Como exemplo, em 2009 a pesquisadora da Agência, Cristina Maria de Castro instalou na APTA, em Pindamonhangaba, um horto botânico com Plantas Alimentícias Não Convencionais (PANC) e a árvore leguminosa gliricídia para adubação verde. Em 2016, seu SAF recebeu diversidade de mudas certificadas de cultivares de bananeiras resistentes às doenças, doadas pelos agricultores do Assentamento Nova Esperança, para a pesquisa participativa. “É preciso inovar com responsabilidade social e respeito ao meio ambiente. A pesquisa em agroecologia é feita com a participação dos agricultores como uma via de mão dupla, na qual damos e também recebemos novos conhecimentos” explica Cristina.

Construção de Rede de Pesquisa Participativa
O trabalho da Rede Agroflorestal ultrapassa a região e ganha contribuições de outros cantos do Estado, do País e do mundo todo, por meio do Facebook e de um blog. “A rede é formada por 150 pessoas, mas esse público expande muito com a internet.
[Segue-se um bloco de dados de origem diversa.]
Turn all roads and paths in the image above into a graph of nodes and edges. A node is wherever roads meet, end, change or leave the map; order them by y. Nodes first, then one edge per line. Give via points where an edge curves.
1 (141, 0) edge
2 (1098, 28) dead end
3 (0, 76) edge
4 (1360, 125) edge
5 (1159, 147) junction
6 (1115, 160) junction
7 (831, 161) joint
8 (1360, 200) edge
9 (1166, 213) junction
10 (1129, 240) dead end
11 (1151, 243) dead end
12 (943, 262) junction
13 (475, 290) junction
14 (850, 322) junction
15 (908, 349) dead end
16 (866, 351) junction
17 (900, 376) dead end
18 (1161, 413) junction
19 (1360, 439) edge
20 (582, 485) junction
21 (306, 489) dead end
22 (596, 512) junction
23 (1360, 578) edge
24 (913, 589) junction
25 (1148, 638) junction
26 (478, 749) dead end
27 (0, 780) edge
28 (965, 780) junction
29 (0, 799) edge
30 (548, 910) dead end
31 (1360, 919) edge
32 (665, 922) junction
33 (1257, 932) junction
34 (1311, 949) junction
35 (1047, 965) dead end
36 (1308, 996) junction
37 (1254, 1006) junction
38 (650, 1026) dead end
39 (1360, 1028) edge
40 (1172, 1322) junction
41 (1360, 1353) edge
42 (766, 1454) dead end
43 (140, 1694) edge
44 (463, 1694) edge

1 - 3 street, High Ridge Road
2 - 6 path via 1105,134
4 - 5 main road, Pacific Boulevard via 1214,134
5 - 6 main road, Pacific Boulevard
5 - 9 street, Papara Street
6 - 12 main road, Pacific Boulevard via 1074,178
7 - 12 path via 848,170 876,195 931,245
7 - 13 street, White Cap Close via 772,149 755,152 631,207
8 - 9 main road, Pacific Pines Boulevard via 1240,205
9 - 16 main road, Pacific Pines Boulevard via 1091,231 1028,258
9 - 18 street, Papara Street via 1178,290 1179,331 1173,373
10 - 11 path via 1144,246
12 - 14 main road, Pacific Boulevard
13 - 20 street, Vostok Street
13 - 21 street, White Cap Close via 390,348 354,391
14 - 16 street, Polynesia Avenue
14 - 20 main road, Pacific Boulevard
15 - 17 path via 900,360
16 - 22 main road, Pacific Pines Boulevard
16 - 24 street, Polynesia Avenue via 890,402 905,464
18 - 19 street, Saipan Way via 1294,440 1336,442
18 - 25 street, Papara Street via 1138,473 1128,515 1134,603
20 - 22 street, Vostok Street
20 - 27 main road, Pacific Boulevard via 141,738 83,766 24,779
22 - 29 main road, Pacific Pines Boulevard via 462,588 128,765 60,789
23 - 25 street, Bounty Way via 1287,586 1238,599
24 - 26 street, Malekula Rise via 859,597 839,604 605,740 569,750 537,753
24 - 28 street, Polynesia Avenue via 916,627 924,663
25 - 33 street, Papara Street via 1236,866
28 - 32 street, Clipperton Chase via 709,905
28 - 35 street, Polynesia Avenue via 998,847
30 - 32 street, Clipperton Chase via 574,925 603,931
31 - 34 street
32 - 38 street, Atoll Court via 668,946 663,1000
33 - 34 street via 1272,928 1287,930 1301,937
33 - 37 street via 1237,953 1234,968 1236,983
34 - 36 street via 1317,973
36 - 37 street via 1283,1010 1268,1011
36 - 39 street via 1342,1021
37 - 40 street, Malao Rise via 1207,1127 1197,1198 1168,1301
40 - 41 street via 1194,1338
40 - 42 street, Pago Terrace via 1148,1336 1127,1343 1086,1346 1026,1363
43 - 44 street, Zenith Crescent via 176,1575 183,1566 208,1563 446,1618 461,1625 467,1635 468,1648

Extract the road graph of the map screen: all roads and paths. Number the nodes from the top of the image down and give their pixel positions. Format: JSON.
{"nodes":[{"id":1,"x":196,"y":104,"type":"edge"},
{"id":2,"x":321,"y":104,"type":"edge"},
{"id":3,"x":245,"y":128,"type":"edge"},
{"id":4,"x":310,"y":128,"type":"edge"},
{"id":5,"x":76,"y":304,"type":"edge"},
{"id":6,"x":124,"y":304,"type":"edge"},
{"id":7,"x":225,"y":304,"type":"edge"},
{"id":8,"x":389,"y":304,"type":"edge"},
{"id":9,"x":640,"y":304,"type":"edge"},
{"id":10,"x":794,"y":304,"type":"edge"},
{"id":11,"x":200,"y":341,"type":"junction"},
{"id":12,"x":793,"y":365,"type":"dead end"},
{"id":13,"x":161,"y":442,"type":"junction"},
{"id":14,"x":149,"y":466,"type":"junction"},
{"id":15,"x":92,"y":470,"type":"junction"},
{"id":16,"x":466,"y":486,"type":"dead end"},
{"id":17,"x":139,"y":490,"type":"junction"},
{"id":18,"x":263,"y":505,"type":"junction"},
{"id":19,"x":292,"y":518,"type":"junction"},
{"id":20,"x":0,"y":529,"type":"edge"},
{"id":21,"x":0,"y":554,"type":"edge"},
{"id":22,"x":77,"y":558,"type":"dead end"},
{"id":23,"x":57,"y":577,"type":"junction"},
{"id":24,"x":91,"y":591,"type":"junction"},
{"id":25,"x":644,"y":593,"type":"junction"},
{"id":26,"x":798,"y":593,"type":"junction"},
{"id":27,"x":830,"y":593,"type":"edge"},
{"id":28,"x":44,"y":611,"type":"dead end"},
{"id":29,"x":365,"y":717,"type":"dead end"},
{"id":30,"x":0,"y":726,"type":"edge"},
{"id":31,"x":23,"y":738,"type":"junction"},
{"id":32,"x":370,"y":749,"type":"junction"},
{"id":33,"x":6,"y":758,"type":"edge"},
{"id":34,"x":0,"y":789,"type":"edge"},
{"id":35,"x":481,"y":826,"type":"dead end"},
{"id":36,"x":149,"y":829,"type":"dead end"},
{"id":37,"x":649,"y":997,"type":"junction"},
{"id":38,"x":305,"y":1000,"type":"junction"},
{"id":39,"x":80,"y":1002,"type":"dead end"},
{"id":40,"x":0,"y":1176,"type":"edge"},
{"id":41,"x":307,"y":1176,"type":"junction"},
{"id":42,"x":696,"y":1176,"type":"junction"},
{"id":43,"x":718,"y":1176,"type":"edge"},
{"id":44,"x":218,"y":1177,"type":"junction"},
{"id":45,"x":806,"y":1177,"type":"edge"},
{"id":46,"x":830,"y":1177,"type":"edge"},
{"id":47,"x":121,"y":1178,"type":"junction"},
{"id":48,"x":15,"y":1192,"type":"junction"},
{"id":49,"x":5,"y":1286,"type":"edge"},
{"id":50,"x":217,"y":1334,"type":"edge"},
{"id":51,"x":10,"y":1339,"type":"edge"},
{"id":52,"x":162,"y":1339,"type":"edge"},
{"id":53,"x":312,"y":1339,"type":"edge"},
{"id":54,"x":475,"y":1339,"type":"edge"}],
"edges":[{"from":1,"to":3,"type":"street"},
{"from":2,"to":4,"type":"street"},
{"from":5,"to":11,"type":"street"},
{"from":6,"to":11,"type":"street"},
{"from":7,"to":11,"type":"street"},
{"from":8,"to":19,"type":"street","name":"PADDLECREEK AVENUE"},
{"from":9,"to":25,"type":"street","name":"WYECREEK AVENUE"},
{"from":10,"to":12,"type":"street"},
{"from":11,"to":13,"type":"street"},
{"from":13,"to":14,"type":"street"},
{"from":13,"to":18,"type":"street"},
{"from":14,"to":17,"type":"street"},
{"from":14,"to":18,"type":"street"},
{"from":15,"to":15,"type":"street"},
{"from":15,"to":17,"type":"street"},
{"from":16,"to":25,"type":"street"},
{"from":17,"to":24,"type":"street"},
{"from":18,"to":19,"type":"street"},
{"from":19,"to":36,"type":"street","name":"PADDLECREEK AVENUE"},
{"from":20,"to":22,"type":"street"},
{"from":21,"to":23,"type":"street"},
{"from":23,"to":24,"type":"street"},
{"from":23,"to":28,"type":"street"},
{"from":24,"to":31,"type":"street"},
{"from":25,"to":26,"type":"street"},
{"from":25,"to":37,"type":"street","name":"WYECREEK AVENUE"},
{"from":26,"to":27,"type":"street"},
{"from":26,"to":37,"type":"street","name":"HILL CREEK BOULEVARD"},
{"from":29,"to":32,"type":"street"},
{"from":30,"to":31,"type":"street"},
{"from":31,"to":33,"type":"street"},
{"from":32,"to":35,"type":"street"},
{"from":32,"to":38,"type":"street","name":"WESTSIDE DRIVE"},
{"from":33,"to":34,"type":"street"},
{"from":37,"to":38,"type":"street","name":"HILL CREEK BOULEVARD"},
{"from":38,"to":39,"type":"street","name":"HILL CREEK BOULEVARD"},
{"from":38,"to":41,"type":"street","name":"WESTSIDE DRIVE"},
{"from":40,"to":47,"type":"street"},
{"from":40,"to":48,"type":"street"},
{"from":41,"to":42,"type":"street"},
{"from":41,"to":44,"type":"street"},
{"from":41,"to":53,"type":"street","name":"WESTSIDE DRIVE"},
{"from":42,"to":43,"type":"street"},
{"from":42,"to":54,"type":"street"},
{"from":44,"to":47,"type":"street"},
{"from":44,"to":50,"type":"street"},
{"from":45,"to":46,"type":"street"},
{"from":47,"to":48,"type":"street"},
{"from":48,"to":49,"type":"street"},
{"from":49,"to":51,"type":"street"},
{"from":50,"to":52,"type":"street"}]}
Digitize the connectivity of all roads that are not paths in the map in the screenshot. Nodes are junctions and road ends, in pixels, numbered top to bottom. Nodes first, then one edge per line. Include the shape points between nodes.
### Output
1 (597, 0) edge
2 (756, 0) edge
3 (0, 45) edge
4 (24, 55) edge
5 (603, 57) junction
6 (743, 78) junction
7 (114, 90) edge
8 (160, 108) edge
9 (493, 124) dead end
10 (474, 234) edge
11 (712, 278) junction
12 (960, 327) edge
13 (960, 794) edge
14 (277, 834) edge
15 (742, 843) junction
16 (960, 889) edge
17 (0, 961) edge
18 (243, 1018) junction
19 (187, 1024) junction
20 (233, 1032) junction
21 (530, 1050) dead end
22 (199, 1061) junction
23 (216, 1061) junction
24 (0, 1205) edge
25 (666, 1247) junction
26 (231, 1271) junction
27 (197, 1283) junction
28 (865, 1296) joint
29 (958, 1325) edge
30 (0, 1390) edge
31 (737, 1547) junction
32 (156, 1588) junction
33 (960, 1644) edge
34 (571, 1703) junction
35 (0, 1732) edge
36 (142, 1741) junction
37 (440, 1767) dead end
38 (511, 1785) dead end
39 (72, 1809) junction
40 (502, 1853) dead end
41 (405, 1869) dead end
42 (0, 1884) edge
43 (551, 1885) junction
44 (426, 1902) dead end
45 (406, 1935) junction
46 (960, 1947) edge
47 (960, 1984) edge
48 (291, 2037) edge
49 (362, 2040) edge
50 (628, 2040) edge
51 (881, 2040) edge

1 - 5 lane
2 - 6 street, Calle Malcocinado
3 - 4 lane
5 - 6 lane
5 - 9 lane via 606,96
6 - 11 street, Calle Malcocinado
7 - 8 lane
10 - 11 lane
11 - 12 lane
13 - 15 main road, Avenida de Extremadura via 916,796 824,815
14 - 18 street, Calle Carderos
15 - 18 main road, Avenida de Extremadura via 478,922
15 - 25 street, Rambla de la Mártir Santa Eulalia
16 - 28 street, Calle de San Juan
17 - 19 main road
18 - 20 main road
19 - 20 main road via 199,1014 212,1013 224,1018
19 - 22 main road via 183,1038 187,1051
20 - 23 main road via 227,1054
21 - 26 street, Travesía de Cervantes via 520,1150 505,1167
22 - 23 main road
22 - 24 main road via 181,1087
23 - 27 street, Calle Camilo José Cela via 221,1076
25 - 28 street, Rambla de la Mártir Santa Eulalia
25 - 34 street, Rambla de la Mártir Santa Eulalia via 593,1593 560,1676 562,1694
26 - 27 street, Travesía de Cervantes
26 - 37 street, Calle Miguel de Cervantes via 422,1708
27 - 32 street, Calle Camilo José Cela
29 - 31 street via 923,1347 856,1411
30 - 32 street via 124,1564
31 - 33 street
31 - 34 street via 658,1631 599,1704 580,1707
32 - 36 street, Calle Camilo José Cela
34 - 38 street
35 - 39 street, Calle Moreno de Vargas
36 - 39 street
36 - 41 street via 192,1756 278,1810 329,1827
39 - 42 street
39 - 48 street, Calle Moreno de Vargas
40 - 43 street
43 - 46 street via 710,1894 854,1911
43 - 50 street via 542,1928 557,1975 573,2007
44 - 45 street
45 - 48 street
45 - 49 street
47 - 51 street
É muito comum recebermos mensagens com dúvidas sobre como começar a cultivar em sistemas agroflorestais e de pessoas que compartilham aquilo que sabem”, conta Devide.

A meta da APTA em 2017 é mapear onde estão iniciativas com SAF nas regiões do Vale do Paraíba, da Serra da Mantiqueira e no Litoral Norte, fomentando vivências nas áreas dos agricultores para o estudo dos sistemas com eles próprios, disseminando informações para o aperfeiçoamento do manejo com a troca de mudas e sementes para a diversificação dos SAF. “Essas atividades devem beneficiar a Rede, pois, é por meio do ‘fazer junto’ e de maneira decentralizada que fortalecemos as experiências locais e estreitamos os laços de confiança, acolhendo os novos atores que querem trabalhar com esse modo de produção, resgatando a mescla de informações de nossos índios e antepassados colonizadores em harmonia com o Planeta e os seres vivos”, afirma o pesquisador.

Para o secretário de Agricultura e Abastecimento do Estado de São Paulo, Arnaldo Jardim, o projeto mostra que é possível realizar uma agricultura harmônica com o ambiente. “Esta é uma das principais demandas do governador Geraldo Alckmin. Realizar estudos com outros sistemas de produção e ter essa interação com os agricultores são outras diretrizes do governo. Isso é muito positivo”, afirma.